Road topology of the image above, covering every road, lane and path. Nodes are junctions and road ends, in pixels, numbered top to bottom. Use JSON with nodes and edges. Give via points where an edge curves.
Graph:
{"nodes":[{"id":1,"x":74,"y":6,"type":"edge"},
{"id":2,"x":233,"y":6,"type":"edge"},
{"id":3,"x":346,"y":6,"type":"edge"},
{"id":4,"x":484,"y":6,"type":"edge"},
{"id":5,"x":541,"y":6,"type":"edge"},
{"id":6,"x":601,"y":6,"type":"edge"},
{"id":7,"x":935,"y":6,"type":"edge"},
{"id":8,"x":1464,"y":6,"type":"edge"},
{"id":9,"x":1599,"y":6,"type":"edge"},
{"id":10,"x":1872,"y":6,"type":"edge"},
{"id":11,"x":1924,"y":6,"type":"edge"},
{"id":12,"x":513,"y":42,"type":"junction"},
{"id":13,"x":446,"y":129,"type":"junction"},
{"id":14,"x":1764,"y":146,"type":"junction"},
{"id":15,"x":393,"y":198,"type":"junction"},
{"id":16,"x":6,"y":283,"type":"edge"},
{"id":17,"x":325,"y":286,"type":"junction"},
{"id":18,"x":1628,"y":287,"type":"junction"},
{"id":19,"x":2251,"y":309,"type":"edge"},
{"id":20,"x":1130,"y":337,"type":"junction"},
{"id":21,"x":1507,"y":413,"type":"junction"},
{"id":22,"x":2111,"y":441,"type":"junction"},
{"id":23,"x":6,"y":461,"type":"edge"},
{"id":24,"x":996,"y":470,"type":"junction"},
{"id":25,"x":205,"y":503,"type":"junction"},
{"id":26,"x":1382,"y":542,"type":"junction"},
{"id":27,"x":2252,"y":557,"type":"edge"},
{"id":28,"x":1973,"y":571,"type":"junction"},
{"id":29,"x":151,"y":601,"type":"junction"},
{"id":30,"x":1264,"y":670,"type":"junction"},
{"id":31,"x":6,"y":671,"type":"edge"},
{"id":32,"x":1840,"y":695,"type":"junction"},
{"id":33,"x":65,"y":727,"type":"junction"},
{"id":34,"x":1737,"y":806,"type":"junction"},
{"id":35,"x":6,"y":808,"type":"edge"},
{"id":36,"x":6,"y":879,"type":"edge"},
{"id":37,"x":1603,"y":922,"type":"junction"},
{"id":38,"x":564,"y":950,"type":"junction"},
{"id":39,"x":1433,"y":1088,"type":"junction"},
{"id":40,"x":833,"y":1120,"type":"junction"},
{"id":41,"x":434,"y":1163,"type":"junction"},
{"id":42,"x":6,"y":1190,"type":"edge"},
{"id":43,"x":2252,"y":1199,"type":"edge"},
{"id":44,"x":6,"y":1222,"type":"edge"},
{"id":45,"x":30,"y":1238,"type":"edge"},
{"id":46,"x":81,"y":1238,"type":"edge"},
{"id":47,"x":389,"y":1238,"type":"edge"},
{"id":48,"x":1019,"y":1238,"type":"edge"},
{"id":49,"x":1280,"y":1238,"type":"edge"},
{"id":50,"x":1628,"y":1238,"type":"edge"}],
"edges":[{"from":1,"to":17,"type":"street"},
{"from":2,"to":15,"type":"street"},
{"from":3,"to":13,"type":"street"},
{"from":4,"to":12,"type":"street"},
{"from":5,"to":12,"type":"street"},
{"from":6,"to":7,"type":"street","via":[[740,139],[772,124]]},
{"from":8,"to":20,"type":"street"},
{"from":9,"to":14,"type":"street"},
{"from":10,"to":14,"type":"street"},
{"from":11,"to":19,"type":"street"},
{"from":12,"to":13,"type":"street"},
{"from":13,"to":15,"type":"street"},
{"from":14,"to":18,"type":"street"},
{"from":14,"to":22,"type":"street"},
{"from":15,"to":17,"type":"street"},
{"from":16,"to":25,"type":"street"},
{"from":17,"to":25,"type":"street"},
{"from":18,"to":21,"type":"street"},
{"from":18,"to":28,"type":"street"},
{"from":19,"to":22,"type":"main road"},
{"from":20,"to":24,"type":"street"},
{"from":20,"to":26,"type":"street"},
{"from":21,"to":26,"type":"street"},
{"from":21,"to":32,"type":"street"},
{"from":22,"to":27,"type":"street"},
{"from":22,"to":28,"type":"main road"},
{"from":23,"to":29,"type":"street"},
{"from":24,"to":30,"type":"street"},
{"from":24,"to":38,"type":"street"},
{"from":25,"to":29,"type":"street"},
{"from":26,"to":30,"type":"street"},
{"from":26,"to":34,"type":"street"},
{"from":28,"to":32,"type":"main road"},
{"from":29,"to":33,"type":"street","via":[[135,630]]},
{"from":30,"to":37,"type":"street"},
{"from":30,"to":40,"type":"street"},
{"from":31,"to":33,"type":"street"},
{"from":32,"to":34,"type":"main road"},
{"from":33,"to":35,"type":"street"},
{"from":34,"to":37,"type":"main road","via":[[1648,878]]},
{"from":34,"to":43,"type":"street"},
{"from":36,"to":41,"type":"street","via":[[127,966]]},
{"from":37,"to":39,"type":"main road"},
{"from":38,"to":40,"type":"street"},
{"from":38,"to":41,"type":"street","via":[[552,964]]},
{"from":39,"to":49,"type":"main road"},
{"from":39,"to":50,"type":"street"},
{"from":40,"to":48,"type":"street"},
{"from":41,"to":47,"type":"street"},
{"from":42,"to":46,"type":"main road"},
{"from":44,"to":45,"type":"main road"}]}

#### [EXERCISE OBJECTIVE]
All of the records above are to be set down again exactly.

#### [EXERCISE RESPONSE]
Road topology of the image above, covering every road, lane and path. Nodes are junctions and road ends, in pixels, numbered top to bottom. Use JSON with nodes and edges. Give via points where an edge curves.
Graph:
{"nodes":[{"id":1,"x":74,"y":6,"type":"edge"},
{"id":2,"x":233,"y":6,"type":"edge"},
{"id":3,"x":346,"y":6,"type":"edge"},
{"id":4,"x":484,"y":6,"type":"edge"},
{"id":5,"x":541,"y":6,"type":"edge"},
{"id":6,"x":601,"y":6,"type":"edge"},
{"id":7,"x":935,"y":6,"type":"edge"},
{"id":8,"x":1464,"y":6,"type":"edge"},
{"id":9,"x":1599,"y":6,"type":"edge"},
{"id":10,"x":1872,"y":6,"type":"edge"},
{"id":11,"x":1924,"y":6,"type":"edge"},
{"id":12,"x":513,"y":42,"type":"junction"},
{"id":13,"x":446,"y":129,"type":"junction"},
{"id":14,"x":1764,"y":146,"type":"junction"},
{"id":15,"x":393,"y":198,"type":"junction"},
{"id":16,"x":6,"y":283,"type":"edge"},
{"id":17,"x":325,"y":286,"type":"junction"},
{"id":18,"x":1628,"y":287,"type":"junction"},
{"id":19,"x":2251,"y":309,"type":"edge"},
{"id":20,"x":1130,"y":337,"type":"junction"},
{"id":21,"x":1507,"y":413,"type":"junction"},
{"id":22,"x":2111,"y":441,"type":"junction"},
{"id":23,"x":6,"y":461,"type":"edge"},
{"id":24,"x":996,"y":470,"type":"junction"},
{"id":25,"x":205,"y":503,"type":"junction"},
{"id":26,"x":1382,"y":542,"type":"junction"},
{"id":27,"x":2252,"y":557,"type":"edge"},
{"id":28,"x":1973,"y":571,"type":"junction"},
{"id":29,"x":151,"y":601,"type":"junction"},
{"id":30,"x":1264,"y":670,"type":"junction"},
{"id":31,"x":6,"y":671,"type":"edge"},
{"id":32,"x":1840,"y":695,"type":"junction"},
{"id":33,"x":65,"y":727,"type":"junction"},
{"id":34,"x":1737,"y":806,"type":"junction"},
{"id":35,"x":6,"y":808,"type":"edge"},
{"id":36,"x":6,"y":879,"type":"edge"},
{"id":37,"x":1603,"y":922,"type":"junction"},
{"id":38,"x":564,"y":950,"type":"junction"},
{"id":39,"x":1433,"y":1088,"type":"junction"},
{"id":40,"x":833,"y":1120,"type":"junction"},
{"id":41,"x":434,"y":1163,"type":"junction"},
{"id":42,"x":6,"y":1190,"type":"edge"},
{"id":43,"x":2252,"y":1199,"type":"edge"},
{"id":44,"x":6,"y":1222,"type":"edge"},
{"id":45,"x":30,"y":1238,"type":"edge"},
{"id":46,"x":81,"y":1238,"type":"edge"},
{"id":47,"x":389,"y":1238,"type":"edge"},
{"id":48,"x":1019,"y":1238,"type":"edge"},
{"id":49,"x":1280,"y":1238,"type":"edge"},
{"id":50,"x":1628,"y":1238,"type":"edge"}],
"edges":[{"from":1,"to":17,"type":"street"},
{"from":2,"to":15,"type":"street"},
{"from":3,"to":13,"type":"street"},
{"from":4,"to":12,"type":"street"},
{"from":5,"to":12,"type":"street"},
{"from":6,"to":7,"type":"street","via":[[740,139],[772,124]]},
{"from":8,"to":20,"type":"street"},
{"from":9,"to":14,"type":"street"},
{"from":10,"to":14,"type":"street"},
{"from":11,"to":19,"type":"street"},
{"from":12,"to":13,"type":"street"},
{"from":13,"to":15,"type":"street"},
{"from":14,"to":18,"type":"street"},
{"from":14,"to":22,"type":"street"},
{"from":15,"to":17,"type":"street"},
{"from":16,"to":25,"type":"street"},
{"from":17,"to":25,"type":"street"},
{"from":18,"to":21,"type":"street"},
{"from":18,"to":28,"type":"street"},
{"from":19,"to":22,"type":"main road"},
{"from":20,"to":24,"type":"street"},
{"from":20,"to":26,"type":"street"},
{"from":21,"to":26,"type":"street"},
{"from":21,"to":32,"type":"street"},
{"from":22,"to":27,"type":"street"},
{"from":22,"to":28,"type":"main road"},
{"from":23,"to":29,"type":"street"},
{"from":24,"to":30,"type":"street"},
{"from":24,"to":38,"type":"street"},
{"from":25,"to":29,"type":"street"},
{"from":26,"to":30,"type":"street"},
{"from":26,"to":34,"type":"street"},
{"from":28,"to":32,"type":"main road"},
{"from":29,"to":33,"type":"street","via":[[135,630]]},
{"from":30,"to":37,"type":"street"},
{"from":30,"to":40,"type":"street"},
{"from":31,"to":33,"type":"street"},
{"from":32,"to":34,"type":"main road"},
{"from":33,"to":35,"type":"street"},
{"from":34,"to":37,"type":"main road","via":[[1648,878]]},
{"from":34,"to":43,"type":"street"},
{"from":36,"to":41,"type":"street","via":[[127,966]]},
{"from":37,"to":39,"type":"main road"},
{"from":38,"to":40,"type":"street"},
{"from":38,"to":41,"type":"street","via":[[552,964]]},
{"from":39,"to":49,"type":"main road"},
{"from":39,"to":50,"type":"street"},
{"from":40,"to":48,"type":"street"},
{"from":41,"to":47,"type":"street"},
{"from":42,"to":46,"type":"main road"},
{"from":44,"to":45,"type":"main road"}]}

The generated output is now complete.